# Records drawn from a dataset
---

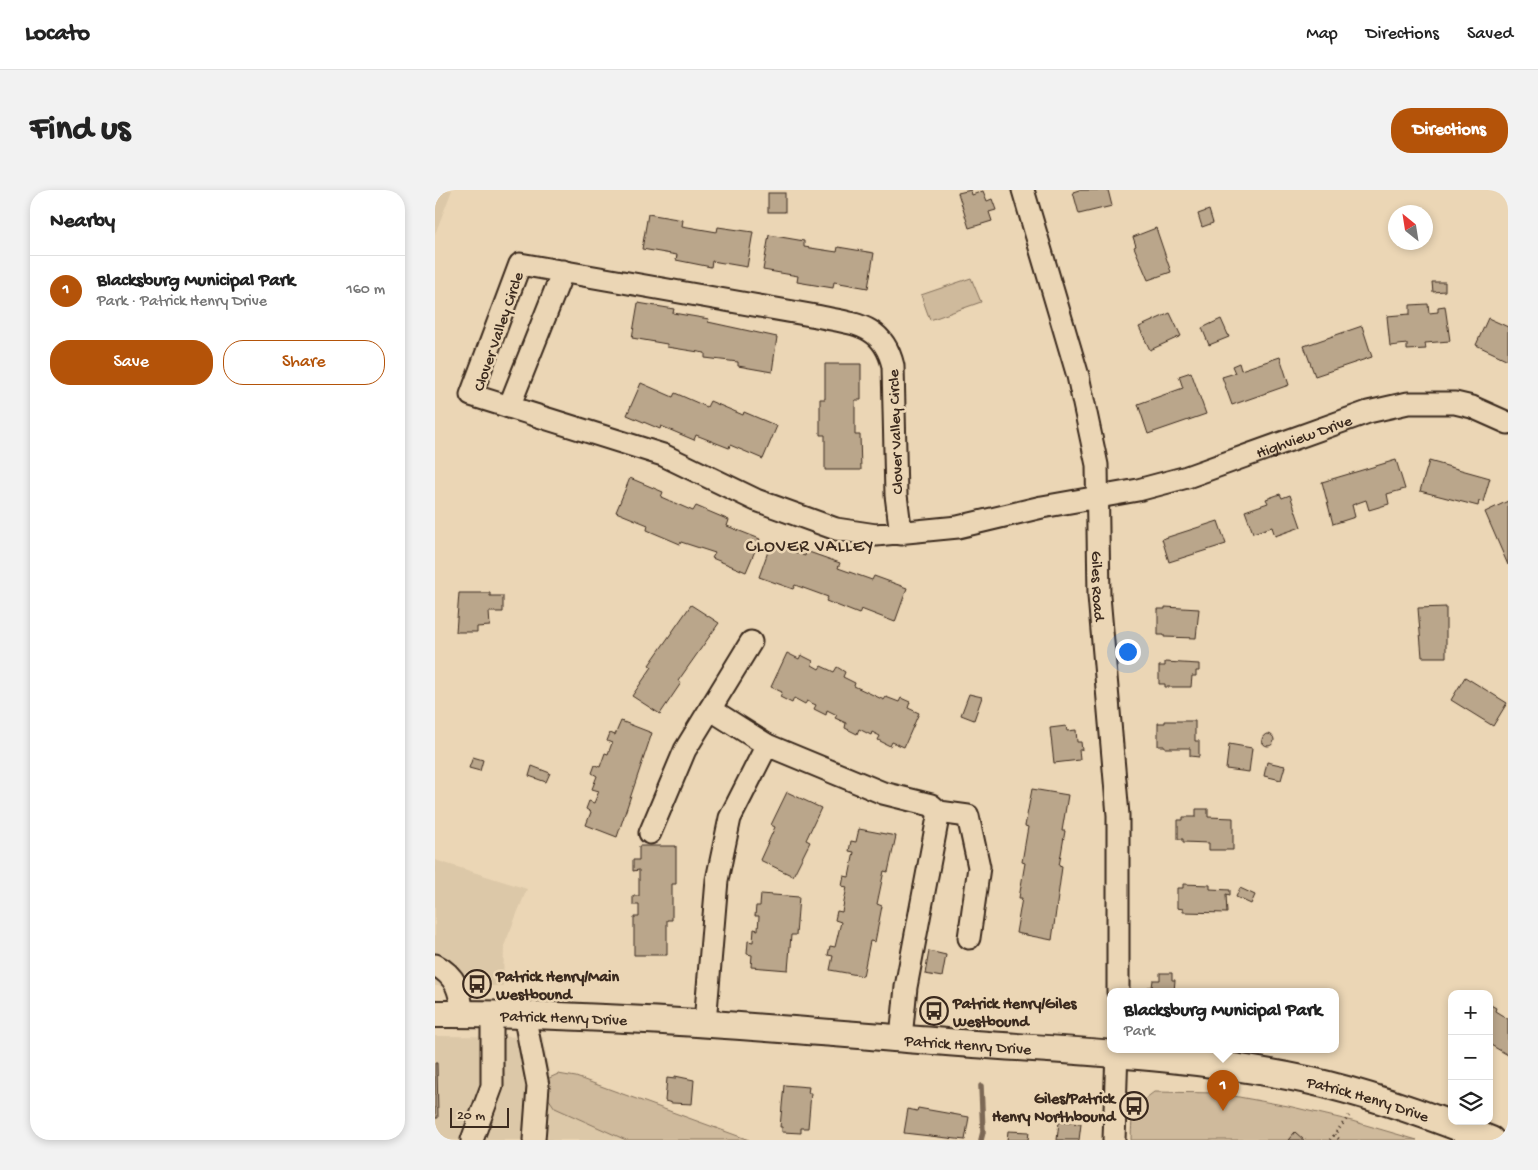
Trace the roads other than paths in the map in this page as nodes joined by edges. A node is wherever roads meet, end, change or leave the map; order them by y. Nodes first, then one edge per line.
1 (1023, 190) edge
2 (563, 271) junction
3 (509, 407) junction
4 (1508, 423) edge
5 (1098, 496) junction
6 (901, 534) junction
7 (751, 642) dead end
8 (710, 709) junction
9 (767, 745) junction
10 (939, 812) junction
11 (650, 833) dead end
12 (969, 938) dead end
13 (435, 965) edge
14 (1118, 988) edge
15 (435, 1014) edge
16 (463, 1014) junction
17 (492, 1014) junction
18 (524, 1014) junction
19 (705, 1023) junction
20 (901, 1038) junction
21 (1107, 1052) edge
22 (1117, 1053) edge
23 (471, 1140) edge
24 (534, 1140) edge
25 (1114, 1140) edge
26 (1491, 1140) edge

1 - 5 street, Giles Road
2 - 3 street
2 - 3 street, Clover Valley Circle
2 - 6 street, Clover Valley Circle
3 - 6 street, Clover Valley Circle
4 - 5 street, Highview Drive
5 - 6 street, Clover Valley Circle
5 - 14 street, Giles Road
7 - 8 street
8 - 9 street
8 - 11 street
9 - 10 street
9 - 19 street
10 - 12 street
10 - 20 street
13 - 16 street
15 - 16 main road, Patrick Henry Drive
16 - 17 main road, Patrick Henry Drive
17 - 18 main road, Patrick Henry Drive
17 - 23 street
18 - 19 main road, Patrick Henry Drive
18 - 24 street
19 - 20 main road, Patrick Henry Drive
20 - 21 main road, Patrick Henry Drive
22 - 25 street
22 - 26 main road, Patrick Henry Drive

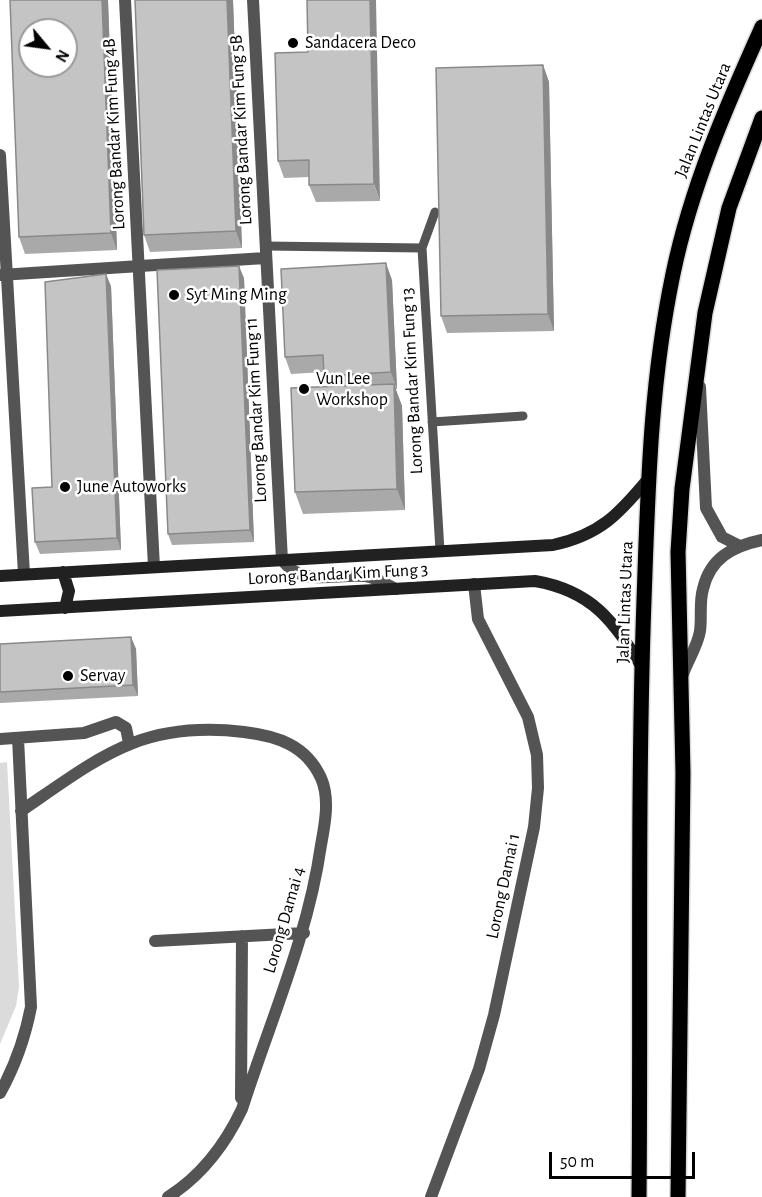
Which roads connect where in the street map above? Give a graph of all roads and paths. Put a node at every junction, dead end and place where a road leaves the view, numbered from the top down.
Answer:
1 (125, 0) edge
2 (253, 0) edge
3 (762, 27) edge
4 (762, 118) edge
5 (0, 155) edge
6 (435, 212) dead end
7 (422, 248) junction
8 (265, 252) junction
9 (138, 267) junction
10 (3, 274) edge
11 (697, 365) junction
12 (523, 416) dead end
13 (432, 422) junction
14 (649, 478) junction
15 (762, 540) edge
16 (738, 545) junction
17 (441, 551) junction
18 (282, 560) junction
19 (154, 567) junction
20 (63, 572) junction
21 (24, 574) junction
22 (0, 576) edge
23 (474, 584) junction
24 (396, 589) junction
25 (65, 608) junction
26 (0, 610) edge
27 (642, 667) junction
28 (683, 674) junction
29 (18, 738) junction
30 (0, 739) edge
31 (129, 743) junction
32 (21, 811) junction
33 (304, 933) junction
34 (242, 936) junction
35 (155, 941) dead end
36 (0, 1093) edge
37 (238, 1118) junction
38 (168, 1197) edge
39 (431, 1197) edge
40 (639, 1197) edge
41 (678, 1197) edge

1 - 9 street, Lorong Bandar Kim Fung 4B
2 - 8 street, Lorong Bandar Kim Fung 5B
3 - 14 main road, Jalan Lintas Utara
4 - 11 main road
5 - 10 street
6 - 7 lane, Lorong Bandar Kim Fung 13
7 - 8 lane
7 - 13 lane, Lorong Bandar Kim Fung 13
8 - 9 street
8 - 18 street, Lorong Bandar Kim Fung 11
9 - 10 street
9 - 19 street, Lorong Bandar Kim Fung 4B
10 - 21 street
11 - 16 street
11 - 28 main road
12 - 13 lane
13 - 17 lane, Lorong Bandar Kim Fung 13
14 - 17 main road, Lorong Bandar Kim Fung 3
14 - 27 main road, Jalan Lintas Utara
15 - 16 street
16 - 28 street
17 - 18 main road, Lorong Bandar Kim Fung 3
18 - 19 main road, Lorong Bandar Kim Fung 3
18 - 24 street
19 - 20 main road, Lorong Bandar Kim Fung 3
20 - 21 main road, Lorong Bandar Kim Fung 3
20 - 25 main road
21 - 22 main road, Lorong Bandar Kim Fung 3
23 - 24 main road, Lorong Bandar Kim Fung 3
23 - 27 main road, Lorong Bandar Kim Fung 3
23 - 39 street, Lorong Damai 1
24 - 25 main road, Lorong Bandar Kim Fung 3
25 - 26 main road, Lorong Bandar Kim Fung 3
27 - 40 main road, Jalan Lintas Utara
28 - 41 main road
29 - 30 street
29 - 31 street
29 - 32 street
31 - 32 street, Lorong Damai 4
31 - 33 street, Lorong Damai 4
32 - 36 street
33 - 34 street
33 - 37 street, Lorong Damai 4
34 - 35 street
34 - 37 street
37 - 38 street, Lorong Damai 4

---

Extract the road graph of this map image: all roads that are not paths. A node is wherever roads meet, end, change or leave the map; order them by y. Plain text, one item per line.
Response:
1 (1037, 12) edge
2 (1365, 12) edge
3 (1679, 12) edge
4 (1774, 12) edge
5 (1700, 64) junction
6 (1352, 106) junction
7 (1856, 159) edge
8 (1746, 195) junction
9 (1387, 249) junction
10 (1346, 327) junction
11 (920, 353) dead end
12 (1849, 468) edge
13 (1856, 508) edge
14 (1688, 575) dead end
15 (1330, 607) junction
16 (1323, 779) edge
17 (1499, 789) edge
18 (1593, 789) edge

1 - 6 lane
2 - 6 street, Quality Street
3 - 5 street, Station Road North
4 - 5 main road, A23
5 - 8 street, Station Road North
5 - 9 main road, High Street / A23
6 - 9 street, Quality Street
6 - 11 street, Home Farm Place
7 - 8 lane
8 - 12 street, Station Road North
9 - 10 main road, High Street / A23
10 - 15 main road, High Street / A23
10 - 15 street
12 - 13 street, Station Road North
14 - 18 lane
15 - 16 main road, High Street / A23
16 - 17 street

---

# Requirement
Identify the lines in the entries above that contain "graph", then copy them out.

# Exercise output
Which roads connect where in the street map above? Give a graph of all roads and paths. Put a node at every junction, dead end and place where a road leaves the view, numbered from the top down.
Extract the road graph of this map image: all roads that are not paths. A node is wherever roads meet, end, change or leave the map; order them by y. Plain text, one item per line.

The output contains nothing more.